[Data for the task Boundary: Start]

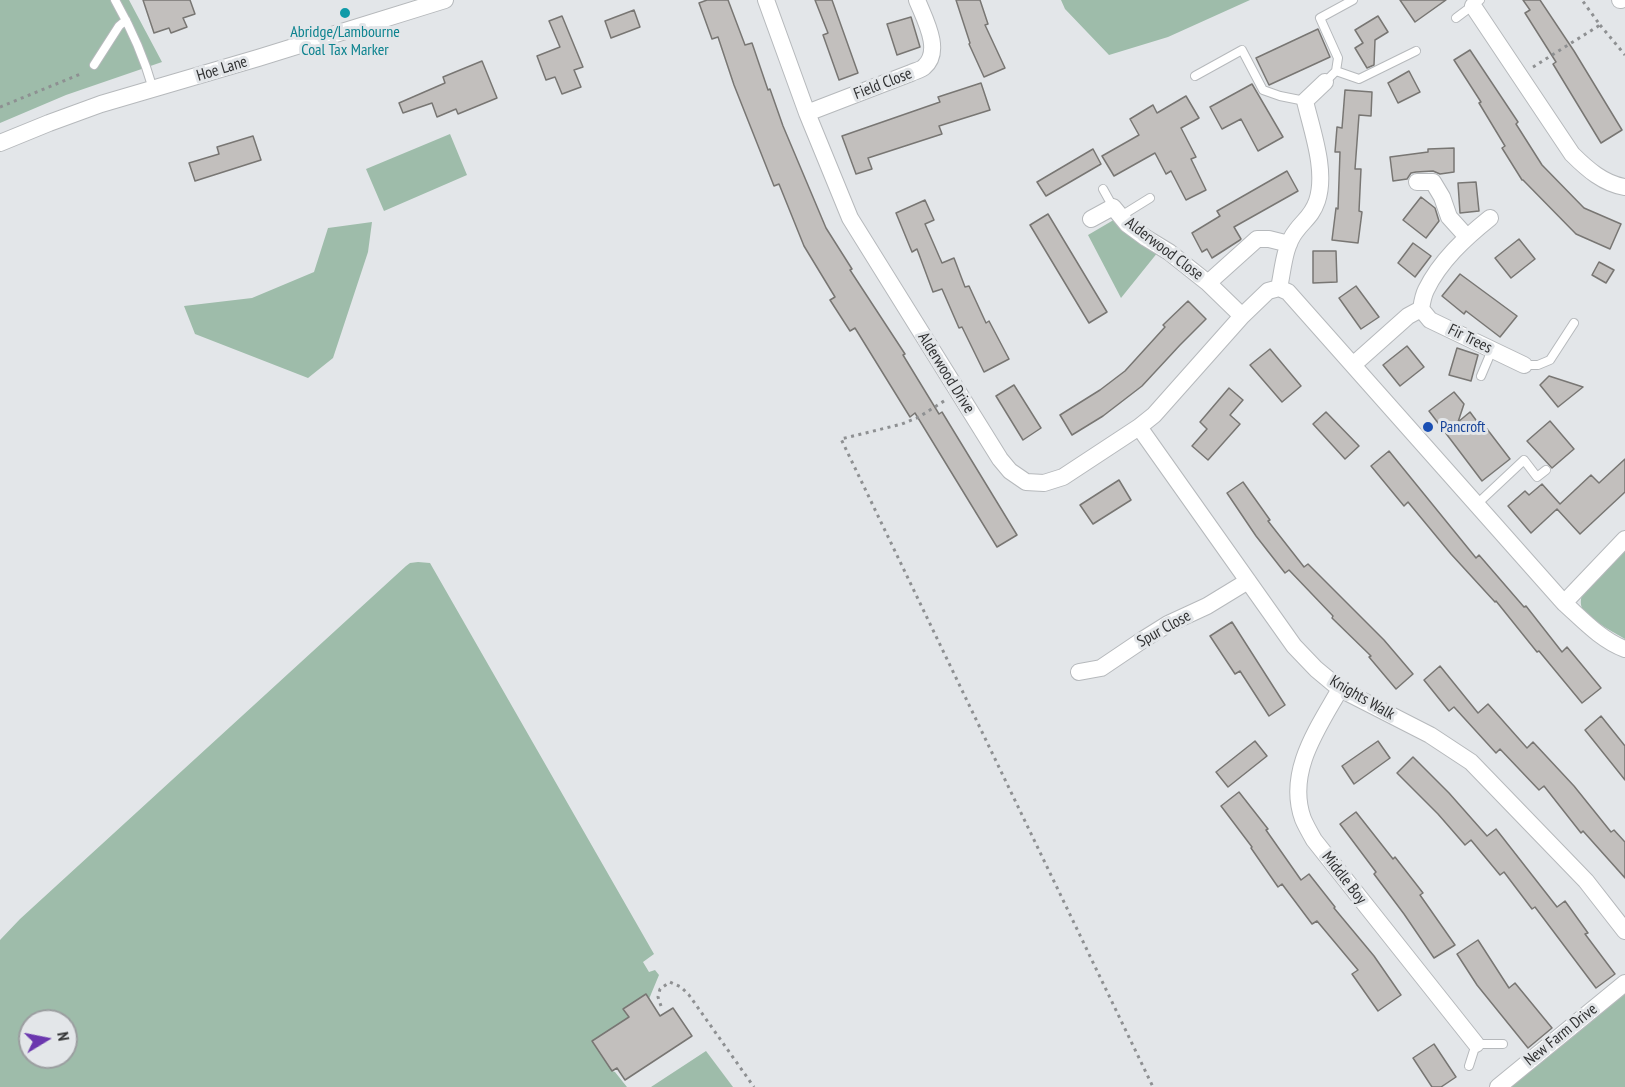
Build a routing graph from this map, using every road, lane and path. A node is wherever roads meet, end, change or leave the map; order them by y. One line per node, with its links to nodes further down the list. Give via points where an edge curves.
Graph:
1 (115, 0): 9 (lane)
2 (445, 0): 17 (street, Hoe Lane)
3 (766, 0): 20 (street, Alderwood Drive)
4 (917, 0): 20 (street, Field Close, via 933,40 932,56 925,66)
5 (1353, 0): 16 (lane, via 1320,18 1338,58)
6 (1582, 0): 10 (path)
7 (1476, 3): 8 (lane); 15 (street)
8 (1456, 18)
9 (126, 20): 13 (lane); 17 (lane)
10 (1600, 25): 12 (path); 15 (path)
11 (1416, 51): 16 (lane, via 1359,79)
12 (1625, 55)
13 (94, 65): 19 (path, via 87,72)
14 (1195, 76): 18 (lane, via 1242,50 1263,90)
15 (1519, 76): 23 (street, via 1572,154 1588,170)
16 (1330, 77): 18 (street)
17 (153, 88): 21 (street, Hoe Lane)
18 (1305, 101): 30 (street, via 1318,157 1320,188 1308,219)
19 (0, 107)
20 (807, 112): 40 (street, Alderwood Drive, via 850,218)
21 (0, 143)
22 (1417, 182): 29 (street, via 1433,182 1449,217)
23 (1625, 187)
24 (1103, 189): 26 (lane)
25 (1150, 198): 26 (lane)
26 (1117, 211): 28 (street, Alderwood Close); 31 (street, Alderwood Close, via 1127,224)
27 (1490, 218): 29 (street)
28 (1091, 219)
29 (1467, 237): 33 (street, via 1425,291)
30 (1288, 244): 31 (street, via 1257,239); 32 (street)
31 (1208, 283): 34 (street)
32 (1279, 288): 34 (street, Alderwood Drive, via 1268,291); 37 (street, via 1288,292)
33 (1421, 309): 36 (street, Fir Trees, via 1430,320); 37 (street)
34 (1242, 316): 41 (street, Alderwood Drive)
35 (1574, 323): 38 (lane, via 1550,360)
36 (1492, 350): 38 (street, Fir Trees); 39 (lane)
37 (1353, 365): 43 (street)
38 (1524, 365)
39 (1481, 376)
40 (958, 391): 41 (street, Alderwood Drive, via 1000,459 1026,482 1044,483 1063,477); 57 (path, via 919,417 841,440)
41 (1139, 427): 45 (street, Knights Walk)
42 (1546, 470): 43 (lane, via 1538,477 1524,460)
43 (1476, 505): 46 (street)
44 (1625, 539): 46 (street)
45 (1248, 581): 48 (street, Spur Close, via 1160,629 1101,668); 49 (street, Knights Walk, via 1294,646)
46 (1564, 603): 47 (street)
47 (1625, 649)
48 (1079, 672)
49 (1340, 689): 50 (street, Knights Walk, via 1430,735 1471,762 1586,881); 53 (street, Middle Boy, via 1307,748 1300,772 1303,819 1314,840)
50 (1625, 931)
51 (1625, 983): 58 (street, New Farm Drive)
52 (661, 1006): 56 (path, via 660,988 670,982 681,987)
53 (1476, 1044): 54 (lane); 55 (lane)
54 (1503, 1044)
55 (1469, 1066)
56 (754, 1087)
57 (1153, 1087)
58 (1498, 1087)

[Data for the task Boundary: End]

Your reply should contain only the number of lines in the entries above with the word "path".

6